- [EXERCISE OBJECTIVE]: In the entries below, count each line where "Boukah" appears. Give the total and nothing more.

- [SUPPLIED DATA]:

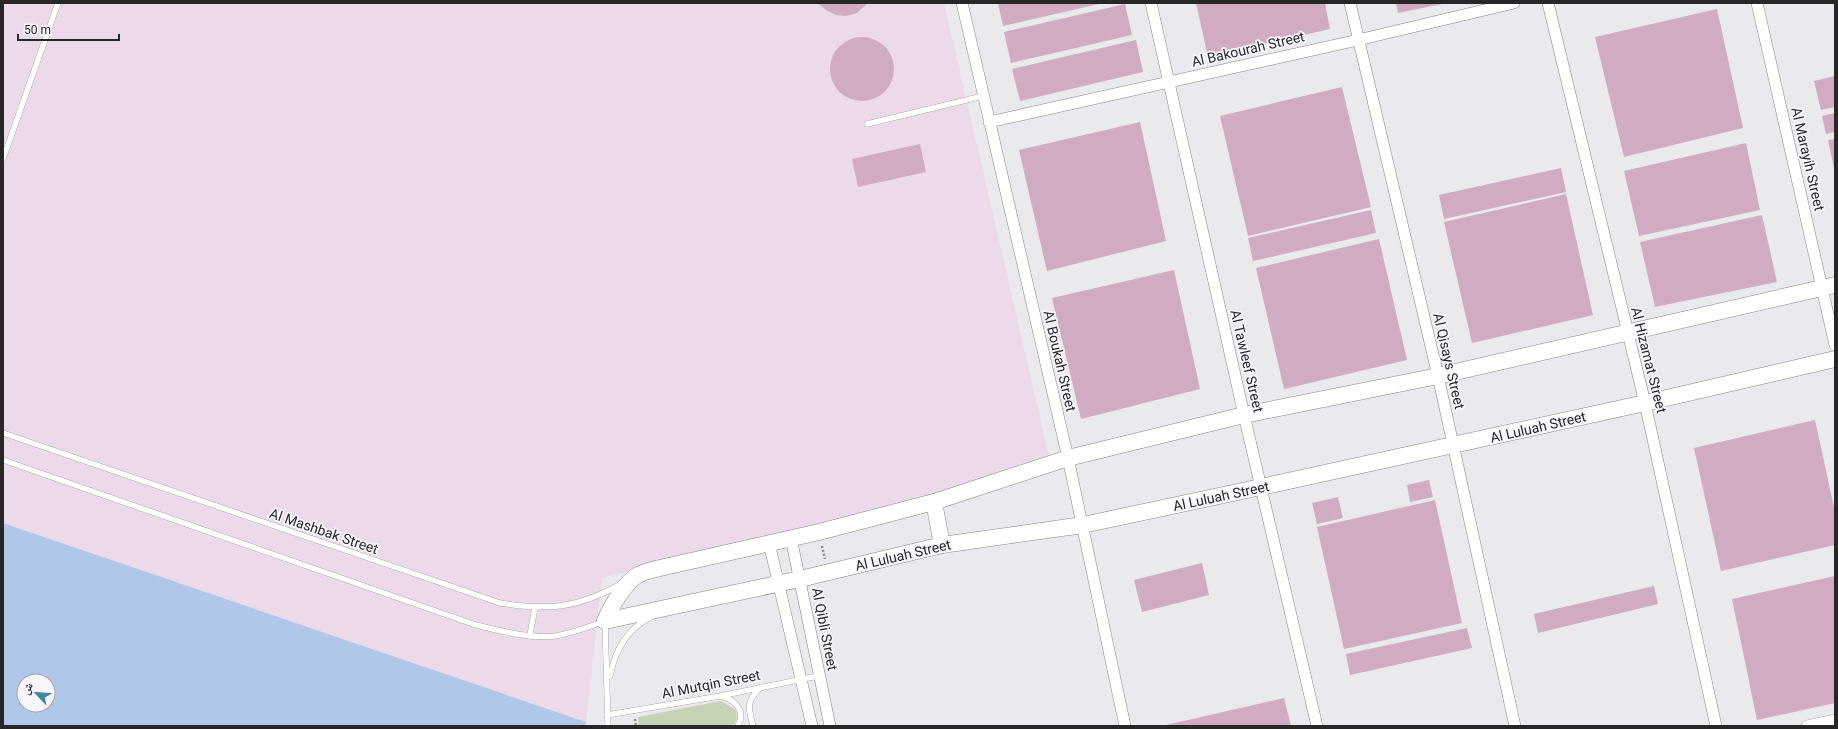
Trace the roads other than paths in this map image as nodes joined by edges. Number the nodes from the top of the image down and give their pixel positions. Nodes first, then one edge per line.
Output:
1 (58, 3) edge
2 (962, 3) edge
3 (1151, 3) edge
4 (1350, 3) edge
5 (1514, 3) edge
6 (1548, 3) edge
7 (1758, 3) edge
8 (1358, 40) junction
9 (1169, 82) junction
10 (983, 96) junction
11 (989, 122) junction
12 (866, 124) dead end
13 (3, 159) edge
14 (1828, 286) edge
15 (1627, 331) junction
16 (1835, 345) edge
17 (1835, 359) edge
18 (1438, 376) junction
19 (1645, 403) junction
20 (1244, 415) junction
21 (3, 433) edge
22 (1453, 446) junction
23 (1068, 458) junction
24 (3, 460) edge
25 (1261, 488) junction
26 (934, 502) junction
27 (1082, 525) junction
28 (791, 538) junction
29 (769, 543) junction
30 (942, 545) junction
31 (638, 575) junction
32 (800, 579) junction
33 (778, 584) junction
34 (535, 607) junction
35 (665, 609) junction
36 (605, 621) junction
37 (530, 635) junction
38 (818, 676) junction
39 (801, 678) junction
40 (762, 687) junction
41 (608, 688) junction
42 (720, 696) junction
43 (607, 714) junction
44 (1835, 720) edge
45 (608, 726) edge
46 (738, 726) edge
47 (753, 726) edge
48 (812, 726) edge
49 (830, 726) edge
50 (1125, 726) edge
51 (1317, 726) edge
52 (1515, 726) edge
53 (1716, 726) edge
54 (1807, 726) edge

1 - 13 lane
2 - 10 street, Al Boukah Street
3 - 9 street, Al Tawleef Street
4 - 8 street, Al Qisays Street
5 - 8 street, Al Bakourah Street
6 - 15 street, Al Hizamat Street
7 - 14 street, Al Marayih Street
8 - 9 street, Al Bakourah Street
8 - 18 street, Al Qisays Street
9 - 11 street, Al Bakourah Street
9 - 20 street, Al Tawleef Street
10 - 11 street, Al Boukah Street
10 - 12 lane
11 - 23 street, Al Boukah Street
14 - 15 street
14 - 16 street, Al Marayih Street
15 - 18 street
15 - 19 street, Al Hizamat Street
17 - 19 street, Al Luluah Street
18 - 20 street
18 - 22 street, Al Qisays Street
19 - 22 street, Al Luluah Street
19 - 53 street, Al Hizamat Street
20 - 23 street
20 - 25 street, Al Tawleef Street
21 - 34 lane, Al Mashbak Street
22 - 25 street, Al Luluah Street
22 - 52 street, Al Qisays Street
23 - 26 street
23 - 27 street, Al Boukah Street
24 - 37 lane
25 - 27 street, Al Luluah Street
25 - 51 street, Al Tawleef Street
26 - 28 street
26 - 30 street
27 - 30 street, Al Luluah Street
27 - 50 street, Al Boukah Street
28 - 29 street
28 - 32 street, Al Qibli Street
29 - 31 street
29 - 33 street
30 - 32 street, Al Luluah Street
31 - 34 lane, Al Mashbak Street
31 - 36 street
32 - 33 street, Al Luluah Street
32 - 38 street, Al Qibli Street
33 - 35 street, Al Luluah Street
33 - 39 street
34 - 37 lane
35 - 36 street, Al Luluah Street
35 - 41 lane
36 - 37 lane
36 - 41 lane
38 - 39 lane, Al Mutqin Street
38 - 49 street, Al Qibli Street
39 - 40 lane, Al Mutqin Street
39 - 48 street
40 - 42 lane, Al Mutqin Street
40 - 47 lane
41 - 43 lane
42 - 43 lane, Al Mutqin Street
42 - 46 lane
43 - 45 lane
44 - 54 street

- [EXERCISE RESPONSE]: 5